Бейлод прорвался в салон, несмотря на бурные протесты и заявления о том, что «у мистера Дирка весь график забит».

— Чрезвычайная ситуация! Да вы и сами видите! — Бейлод выразительно указал на голову Гвиннет.

После салона Борис потащил Гвин по Пауэл-стрит, через Юнион-сквер в «И. Магнии», где сделал ряд странных, по мнению Гвиннет, покупок в отделе косметики.
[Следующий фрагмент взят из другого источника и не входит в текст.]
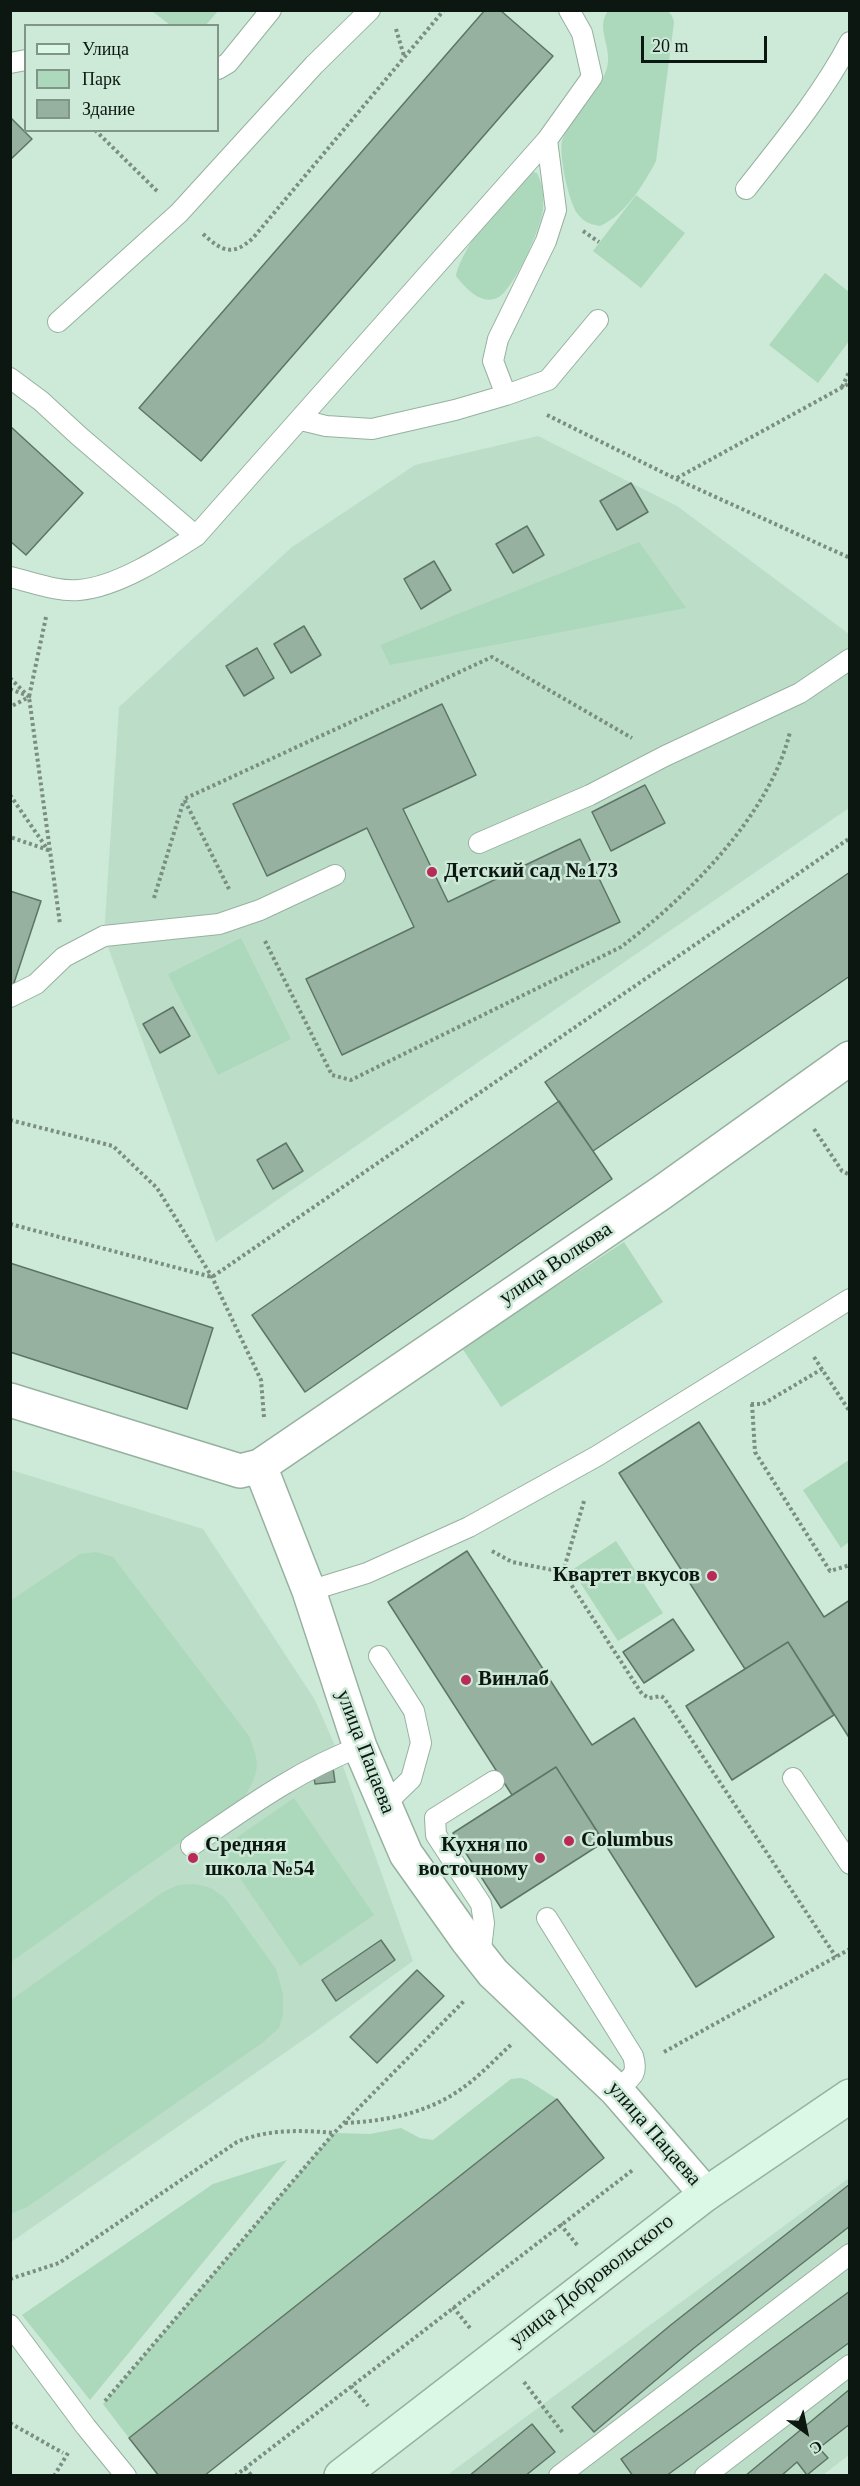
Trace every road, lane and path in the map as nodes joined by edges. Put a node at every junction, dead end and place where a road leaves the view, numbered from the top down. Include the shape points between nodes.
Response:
1 (272, 10) edge
2 (370, 10) edge
3 (444, 10) edge
4 (569, 10) edge
5 (394, 18) dead end
6 (849, 42) edge
7 (405, 57) junction
8 (219, 68) edge
9 (96, 132) edge
10 (547, 140) junction
11 (746, 189) dead end
12 (179, 213) junction
13 (598, 320) dead end
14 (58, 322) dead end
15 (849, 370) edge
16 (10, 378) edge
17 (849, 383) edge
18 (842, 387) junction
19 (506, 394) junction
20 (301, 420) junction
21 (676, 479) junction
22 (196, 536) junction
23 (849, 558) edge
24 (10, 578) edge
25 (53, 587) junction
26 (849, 659) edge
27 (10, 678) edge
28 (10, 688) edge
29 (800, 693) junction
30 (29, 697) junction
31 (10, 707) edge
32 (664, 756) junction
33 (10, 795) edge
34 (184, 799) junction
35 (10, 837) edge
36 (849, 838) edge
37 (479, 843) dead end
38 (48, 850) junction
39 (335, 875) dead end
40 (246, 915) junction
41 (143, 933) junction
42 (64, 957) junction
43 (10, 996) edge
44 (849, 1058) edge
45 (794, 1098) junction
46 (10, 1120) edge
47 (849, 1167) edge
48 (842, 1171) junction
49 (849, 1175) edge
50 (10, 1224) edge
51 (212, 1277) junction
52 (849, 1299) edge
53 (797, 1332) junction
54 (822, 1370) junction
55 (724, 1376) junction
56 (10, 1400) edge
57 (752, 1404) junction
58 (849, 1412) edge
59 (264, 1422) dead end
60 (597, 1456) junction
61 (260, 1466) junction
62 (469, 1527) junction
63 (849, 1564) edge
64 (563, 1572) junction
65 (309, 1591) junction
66 (379, 1656) dead end
67 (360, 1748) junction
68 (793, 1778) dead end
69 (494, 1781) dead end
70 (384, 1805) junction
71 (191, 1846) dead end
72 (849, 1864) edge
73 (547, 1918) dead end
74 (849, 1949) edge
75 (836, 1957) junction
76 (486, 1965) junction
77 (541, 2018) junction
78 (626, 2079) junction
79 (849, 2096) edge
80 (345, 2123) junction
81 (334, 2133) junction
82 (666, 2145) junction
83 (706, 2194) junction
84 (849, 2254) edge
85 (10, 2279) edge
86 (10, 2325) edge
87 (849, 2365) edge
88 (522, 2379) dead end
89 (103, 2404) dead end
90 (10, 2423) edge
91 (67, 2454) dead end
92 (582, 2457) junction
93 (245, 2468) junction
94 (126, 2475) edge
95 (236, 2475) edge
96 (252, 2475) edge
97 (341, 2475) edge
98 (559, 2475) edge
99 (705, 2475) edge

1 - 8 lane via 228,63
2 - 12 lane via 314,65
3 - 7 path
4 - 10 lane via 582,33 592,77
5 - 7 path
6 - 11 lane via 829,79
7 - 12 path via 246,244 234,250 219,248
9 - 12 path
10 - 19 lane via 556,210 546,241 498,339 493,361
10 - 20 lane
12 - 14 lane
13 - 19 lane via 548,380
15 - 18 path
16 - 22 lane
17 - 18 path
18 - 21 path
19 - 20 lane via 372,429
19 - 21 path
20 - 22 lane
21 - 23 path
22 - 25 lane via 153,563 105,583 79,590
24 - 25 lane
25 - 30 path
26 - 29 lane
27 - 30 path
28 - 30 path
29 - 32 lane
29 - 40 path via 785,754 753,813 701,876 654,922 621,946 351,1080 332,1075
30 - 31 path
30 - 38 path
32 - 34 path via 492,657
32 - 37 lane via 590,795
33 - 38 path
34 - 40 path
34 - 41 path
35 - 38 path
36 - 51 path
38 - 42 path
39 - 40 lane
40 - 41 lane via 219,924
41 - 42 lane via 104,936
42 - 43 lane via 36,984
44 - 45 street, улица Волкова
45 - 48 path
45 - 61 street, улица Волкова
46 - 51 path via 113,1146 157,1188
47 - 48 path
48 - 49 path
50 - 51 path
51 - 59 path via 261,1380
52 - 53 lane
53 - 54 path
53 - 55 lane
54 - 57 path via 763,1404
54 - 58 path
55 - 57 path via 739,1398
55 - 60 lane
56 - 61 street via 240,1471
57 - 63 path via 755,1452 830,1571
60 - 62 lane
60 - 64 path
61 - 65 street, улица Пацаева
62 - 64 path via 488,1549 512,1562
62 - 65 lane via 367,1573
64 - 75 path via 642,1694 664,1698
65 - 67 street, улица Пацаева
66 - 70 lane via 414,1711 421,1743 411,1779
67 - 70 street, улица Пацаева
67 - 71 lane via 278,1786
68 - 72 lane
69 - 76 lane via 435,1818 436,1835 481,1904
70 - 76 street, улица Пацаева via 406,1854
73 - 78 lane via 623,2039
74 - 75 path
75 - 78 path
76 - 77 street, улица Пацаева
76 - 80 path
77 - 78 street, улица Пацаева
77 - 80 path via 464,2087 436,2103 376,2122
78 - 82 street, улица Пацаева
79 - 83 main road, улица Добровольского
80 - 81 path
81 - 85 path via 302,2130 250,2136 60,2263
81 - 89 path
82 - 83 street, улица Пацаева
82 - 93 path
83 - 97 main road, улица Добровольского
84 - 92 lane
86 - 94 lane
87 - 99 lane
88 - 92 path
90 - 91 path
92 - 98 lane
93 - 95 path
93 - 96 path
— Кто за это за все заплатит? — беспомощно спросила Гвиннет. — Я не могу себе позволить стричься у Элизабет Арден и покупать такие дорогие вещи. — Бедняжка даже не совсем ясно себе представляла, как с некоторыми из них обращаться. — И зачем целых три оттенка основы для пудры? — В маленькой коробочке, подобно каким-то ужасным, задравшим лапки насекомым, лежали накладные ресницы. — Мистер Бейлод, ради всего святого, что вы делаете? Я не могу это носить, вы это не серьезно… Бейлод, подождите!

Сидя рядом на заднем сиденье такси, они ехали по Четвертой улице в сторону Харрисона — в тот район города, который Гвиннет никогда не знала да и не стремилась узнать. Это был район дешевых баров, ломбардов, бродяг-оборванцев, пивших прямо из бутылок и спящих в коричневых бумажных мешках. Такси остановилось у ветхого здания товарного склада, окна которого были либо зарешечены, либо просто забиты стальными брусьями. Бейлод извлек из кармана брюк большую связку ключей и отпер три отдельных замка.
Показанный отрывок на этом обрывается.